COMPONENTS OF A POLLINATOR GARDEN

N.D. Pinson and L. Barber, UF/IFAS Extension Hillsborough County, Seffner, FL

Situation: Pollinators are important because an estimated 1/3 of the food we eat comes from animal pollinated plants. They help increase fruit set, quality and size, which also translates to economic impacts. The U.S. Department of Agriculture in 2014 estimated bee pollinated commodities accounted for $20 billion in annual U.S. agricultural production. Methods: Recognizing that pollinators are important, three members of Girl Scout Troop #360 worked in partnership with the UF/IFAS Extension Hillsborough County to plant a pollinator demonstration garden while earning their Silver Awards. Silver Awards encourage the cadets to design their own community project and understand how the project impacts their community. Obtaining the award requires completing an approved cause and issue service project of at least 50 volunteer hours. In addition to planting the pollinator garden, the Girl Scouts wrote newspaper articles and press releases, installed microirrigation, created a pollinator display and provided docent tours.

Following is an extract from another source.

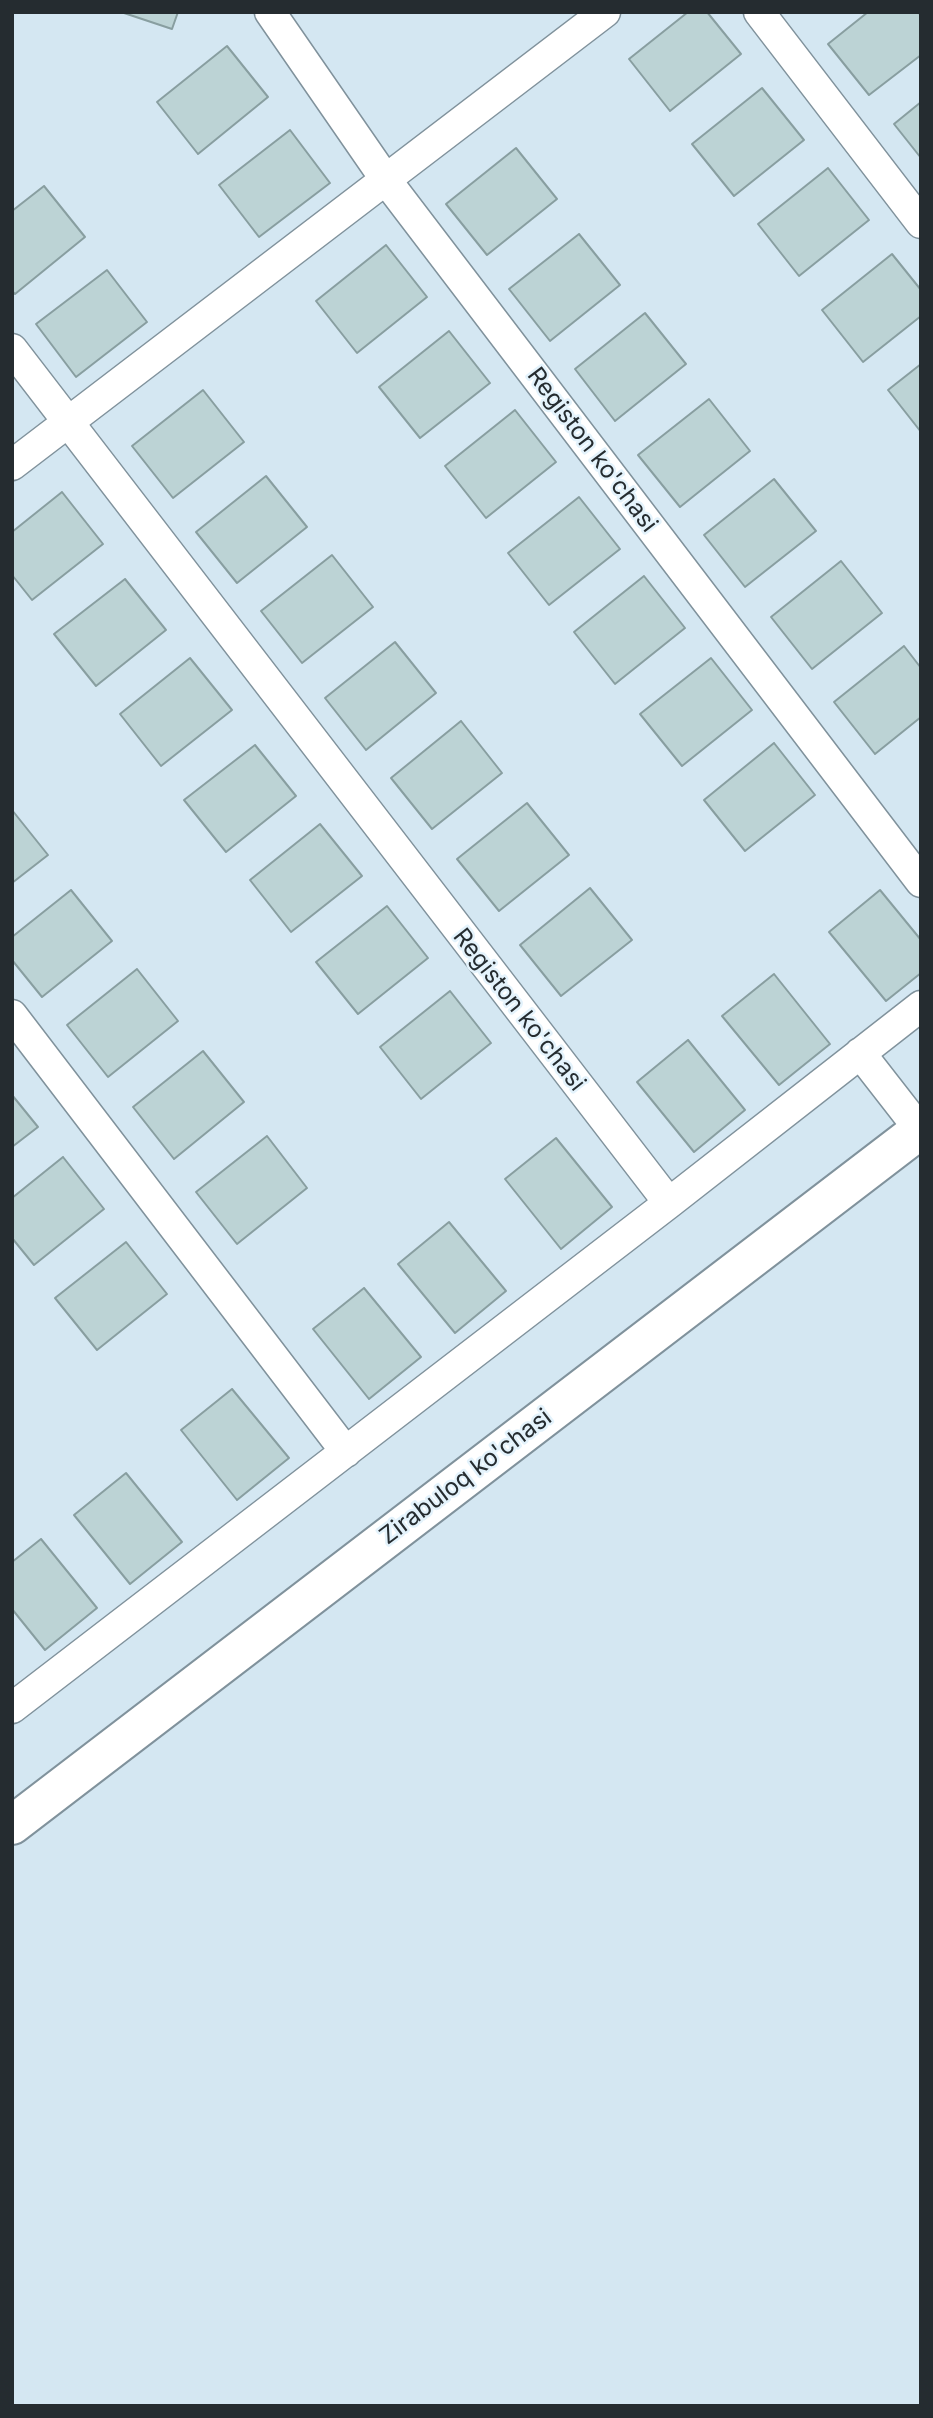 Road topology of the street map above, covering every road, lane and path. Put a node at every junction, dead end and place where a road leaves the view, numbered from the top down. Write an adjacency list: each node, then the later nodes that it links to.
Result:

Children and their parents can check out pollinator backpacks that contain insect and flower sketch plates, field identification cards, magnifying lenses and books. Results: Girl Scouts, Master Gardener volunteers and Extension faculty partnered to create and maintain the garden. Youth involved were responsible for watering, weeding, pruning and integrated pest management. During 2016, more than 1,000 people visited the Extension demonstration gardens. Conclusion: Involving youth in creating pollinator demonstration gardens is a win-win for the Girl Scouts, Extension and local residents who can learn from the examples displayed. Any Extension office can work with their local Girl Scouts or other organizations to promote pollinator gardens. These gardens can teach residents and youth how to attract pollinators to their landscapes, while reducing negative environmental impacts associated with landscape management practices.